## Problem statement
Reproduce the records without their pictures, keeping every word as it is.

Stored data entries
────────────────

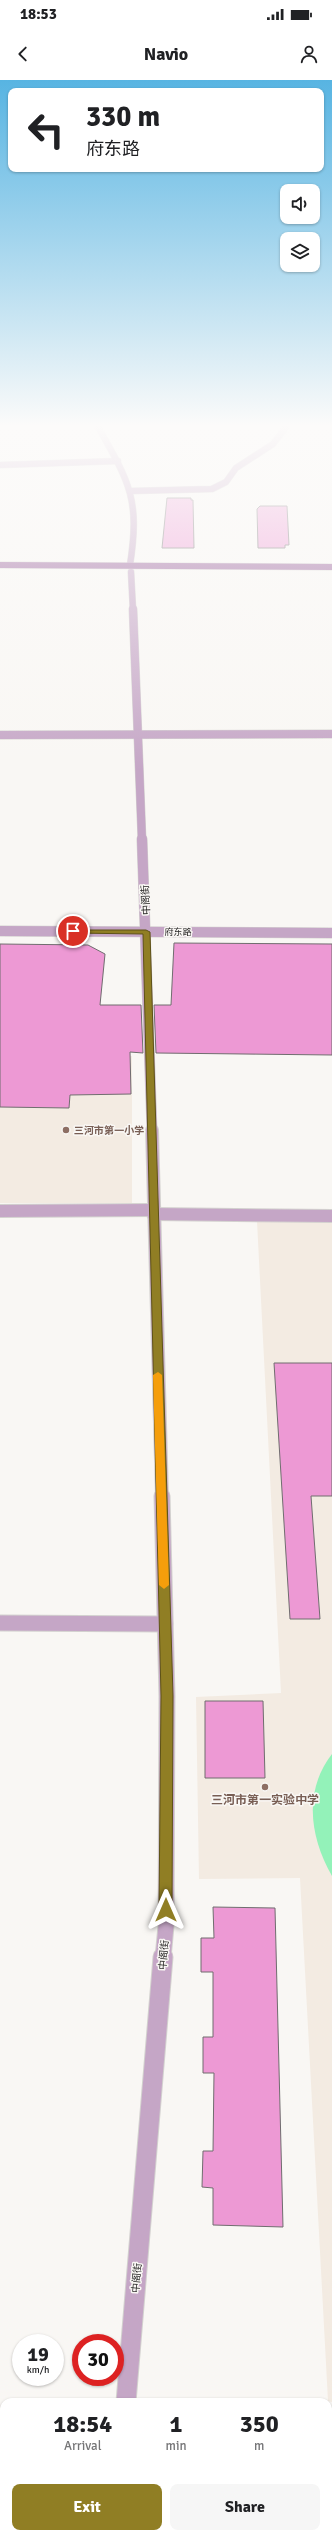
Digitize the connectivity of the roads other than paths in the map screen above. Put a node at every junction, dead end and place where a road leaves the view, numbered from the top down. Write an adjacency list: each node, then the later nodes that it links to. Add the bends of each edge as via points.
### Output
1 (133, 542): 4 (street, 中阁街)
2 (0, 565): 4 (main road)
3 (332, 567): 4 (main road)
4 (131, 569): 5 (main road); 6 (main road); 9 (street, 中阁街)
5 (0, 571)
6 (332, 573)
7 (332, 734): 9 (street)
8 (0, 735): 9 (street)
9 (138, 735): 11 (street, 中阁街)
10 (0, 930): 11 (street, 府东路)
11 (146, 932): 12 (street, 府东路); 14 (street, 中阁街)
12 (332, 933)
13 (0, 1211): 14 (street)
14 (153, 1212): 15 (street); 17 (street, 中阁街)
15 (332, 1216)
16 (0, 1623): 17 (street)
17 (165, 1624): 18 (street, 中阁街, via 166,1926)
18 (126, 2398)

────────────────

## Solution for this problem
Digitize the connectivity of the roads other than paths in the map screen above. Put a node at every junction, dead end and place where a road leaves the view, numbered from the top down. Write an adjacency list: each node, then the later nodes that it links to. Add the bends of each edge as via points.
### Output
1 (133, 542): 4 (street, 中阁街)
2 (0, 565): 4 (main road)
3 (332, 567): 4 (main road)
4 (131, 569): 5 (main road); 6 (main road); 9 (street, 中阁街)
5 (0, 571)
6 (332, 573)
7 (332, 734): 9 (street)
8 (0, 735): 9 (street)
9 (138, 735): 11 (street, 中阁街)
10 (0, 930): 11 (street, 府东路)
11 (146, 932): 12 (street, 府东路); 14 (street, 中阁街)
12 (332, 933)
13 (0, 1211): 14 (street)
14 (153, 1212): 15 (street); 17 (street, 中阁街)
15 (332, 1216)
16 (0, 1623): 17 (street)
17 (165, 1624): 18 (street, 中阁街, via 166,1926)
18 (126, 2398)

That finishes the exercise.